Published online by Cambridge University Press: 27 March 2010
Introduction
As noted at the beginning of Chapter 2, we have considered it necessary to engage in “ideal theory” in order to establish the analytical foundations for the book's whole enterprise. We make no apologies for the use of the highly stylized, grossly simplified, and extremely abstracted models that have informed the preceding four chapters. We have sought to secure a generalized understanding of the generality principle before plunging into the complexities that any effort at application must introduce.
With Chapter 6, however, we move, perhaps abruptly, beyond reductionist exercises.
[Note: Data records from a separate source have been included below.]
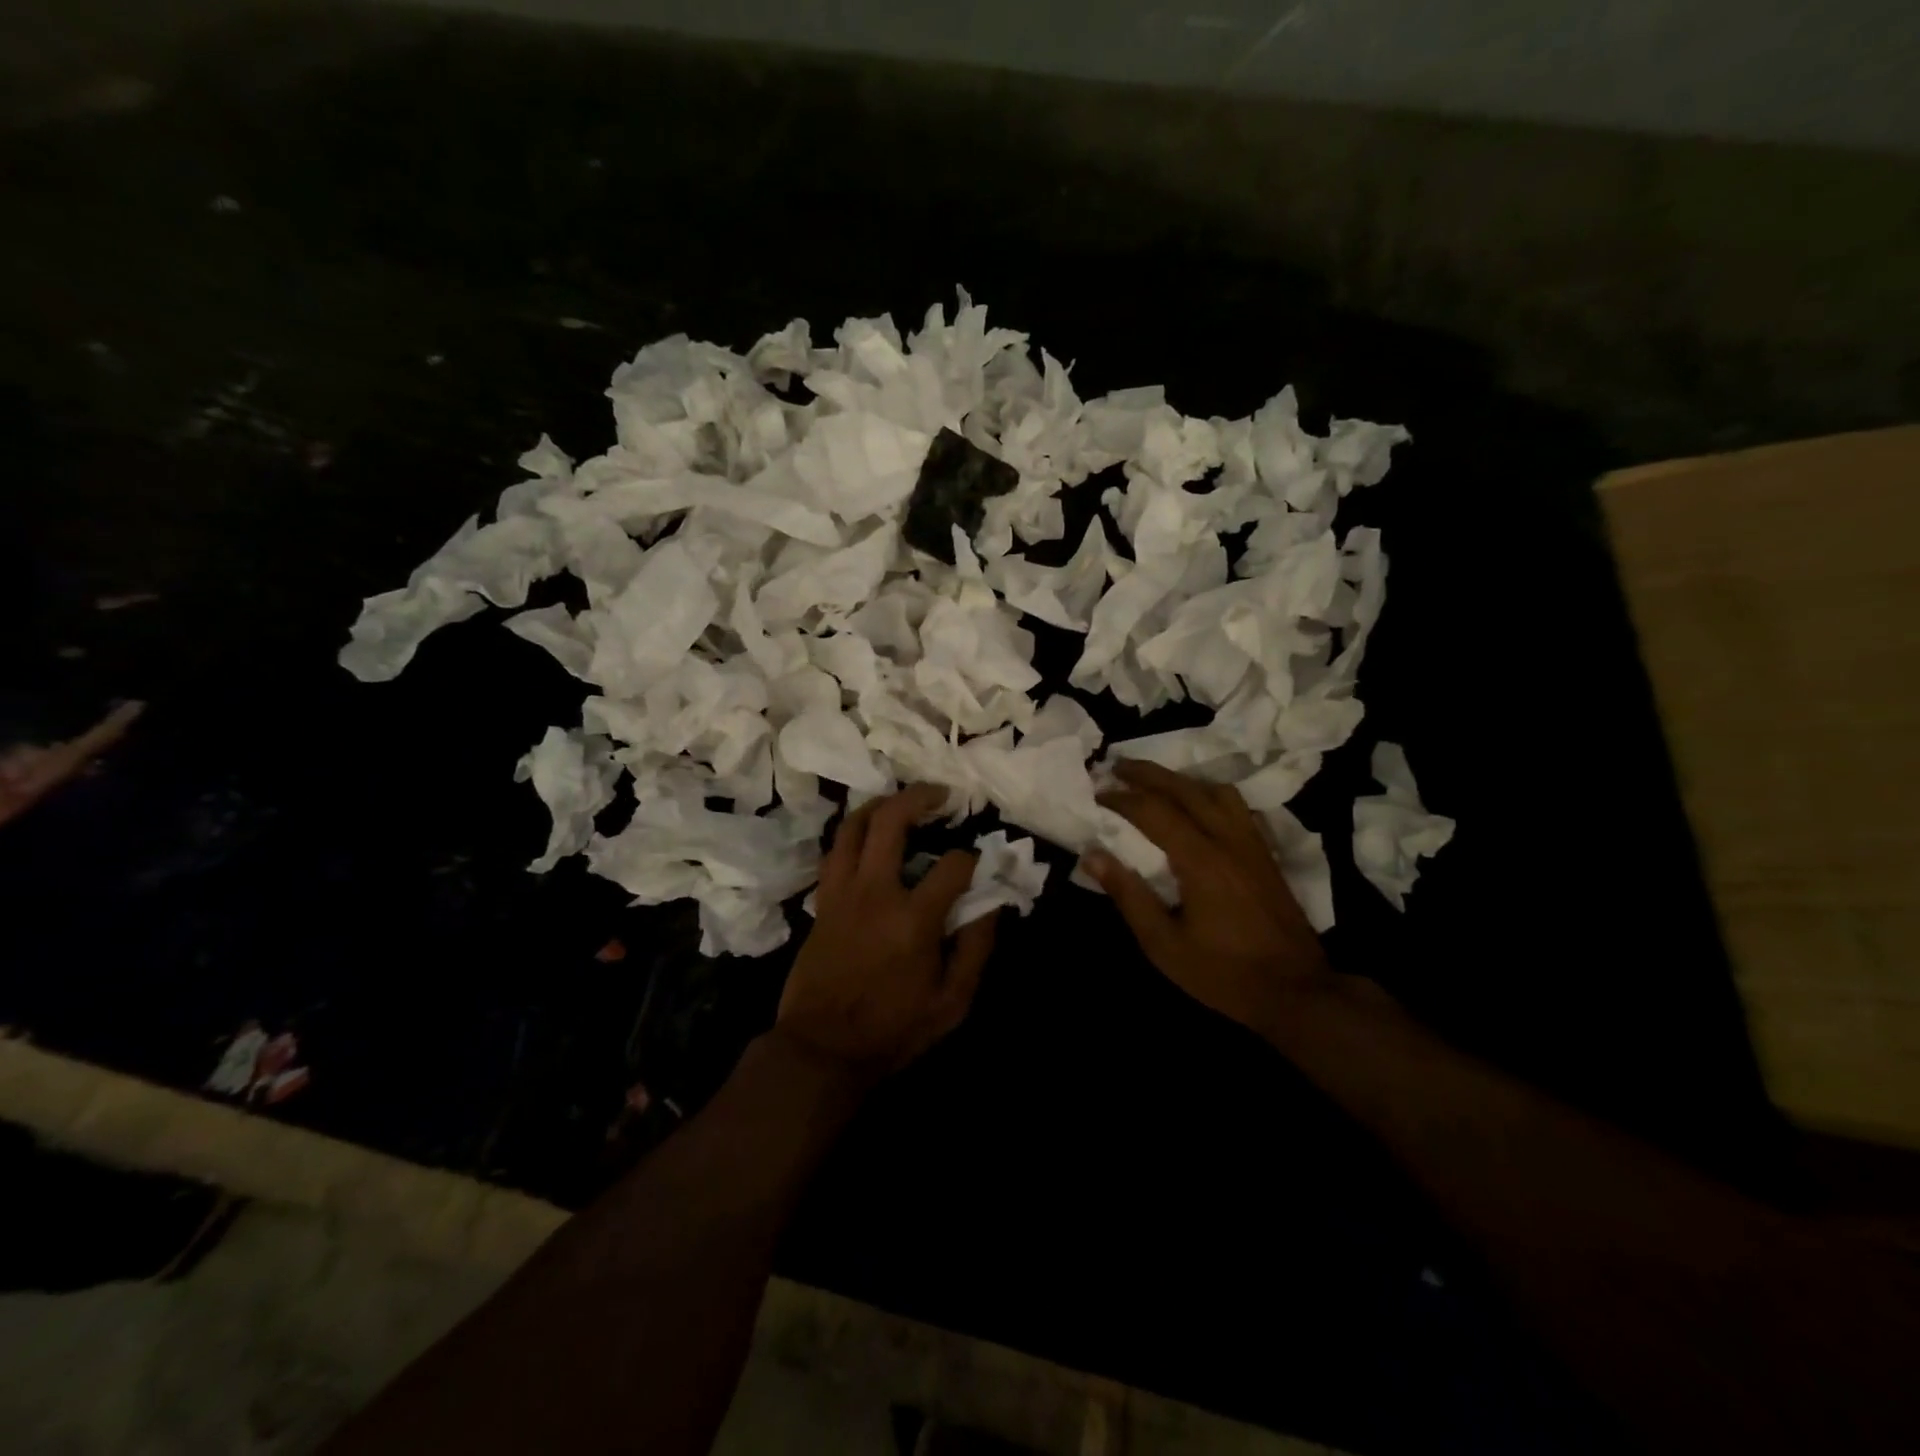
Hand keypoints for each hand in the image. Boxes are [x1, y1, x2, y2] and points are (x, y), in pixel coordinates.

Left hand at [777, 784, 996, 1077]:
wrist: (822, 1048)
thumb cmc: (892, 1029)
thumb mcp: (952, 1003)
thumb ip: (976, 949)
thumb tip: (992, 905)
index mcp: (914, 919)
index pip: (952, 865)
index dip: (972, 858)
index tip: (979, 864)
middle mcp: (875, 892)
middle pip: (891, 821)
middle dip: (919, 797)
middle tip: (940, 793)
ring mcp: (842, 892)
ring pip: (853, 826)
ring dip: (879, 805)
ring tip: (901, 802)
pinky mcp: (823, 901)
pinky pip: (835, 851)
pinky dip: (853, 833)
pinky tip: (868, 836)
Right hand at [1086, 760, 1333, 1037]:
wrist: (1296, 992)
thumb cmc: (1223, 974)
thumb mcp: (1164, 944)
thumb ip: (1128, 895)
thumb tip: (1092, 856)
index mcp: (1200, 860)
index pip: (1154, 811)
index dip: (1122, 799)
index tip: (1097, 793)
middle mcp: (1228, 840)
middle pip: (1185, 789)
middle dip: (1148, 773)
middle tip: (1117, 766)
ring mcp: (1252, 845)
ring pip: (1217, 791)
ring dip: (1182, 780)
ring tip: (1156, 783)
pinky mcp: (1266, 855)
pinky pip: (1237, 807)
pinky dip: (1210, 795)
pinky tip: (1200, 808)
In this and the following chapters in Part Three, we discuss familiar subject matters: externality, regulation, taxation, deficits, public goods, transfers, social insurance, and federalism. These policy-relevant categories of modern political economy offer the menu for application of the normative analysis of Part Two.
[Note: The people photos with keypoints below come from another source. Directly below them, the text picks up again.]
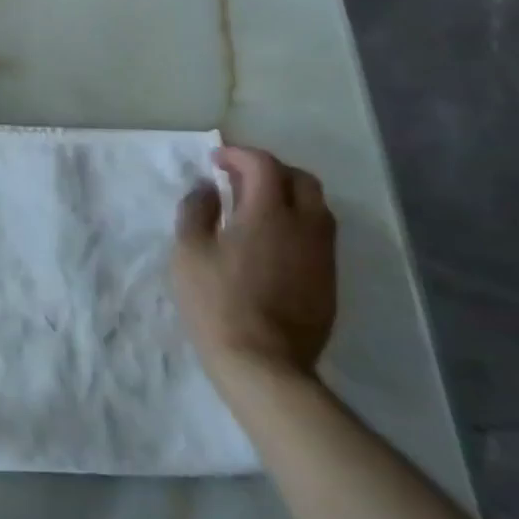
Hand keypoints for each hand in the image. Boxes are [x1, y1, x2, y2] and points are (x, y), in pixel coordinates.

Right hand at [172, 146, 336, 387]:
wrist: (263, 364)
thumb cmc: (216, 301)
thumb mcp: (189, 251)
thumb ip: (196, 210)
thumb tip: (208, 188)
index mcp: (268, 213)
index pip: (263, 164)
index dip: (238, 155)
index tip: (216, 162)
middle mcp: (304, 226)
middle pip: (300, 180)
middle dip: (270, 170)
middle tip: (239, 179)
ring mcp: (322, 255)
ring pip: (317, 208)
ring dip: (288, 197)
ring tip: (257, 209)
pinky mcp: (329, 281)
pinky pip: (318, 237)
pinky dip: (297, 224)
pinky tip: (272, 242)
As the separate treatments will make clear, difficulties emerge in each case if we expect application of the generality norm to yield clear and unambiguous directions for specific constitutional change. As we note on several occasions, however, generality or nondiscrimination can offer criteria that allow proposed or observed political actions to be evaluated positively or negatively, without any satisfactory definitional determination of some idealized end point for politics. Recall that our subtitle is “Toward Nondiscriminatory Democracy.”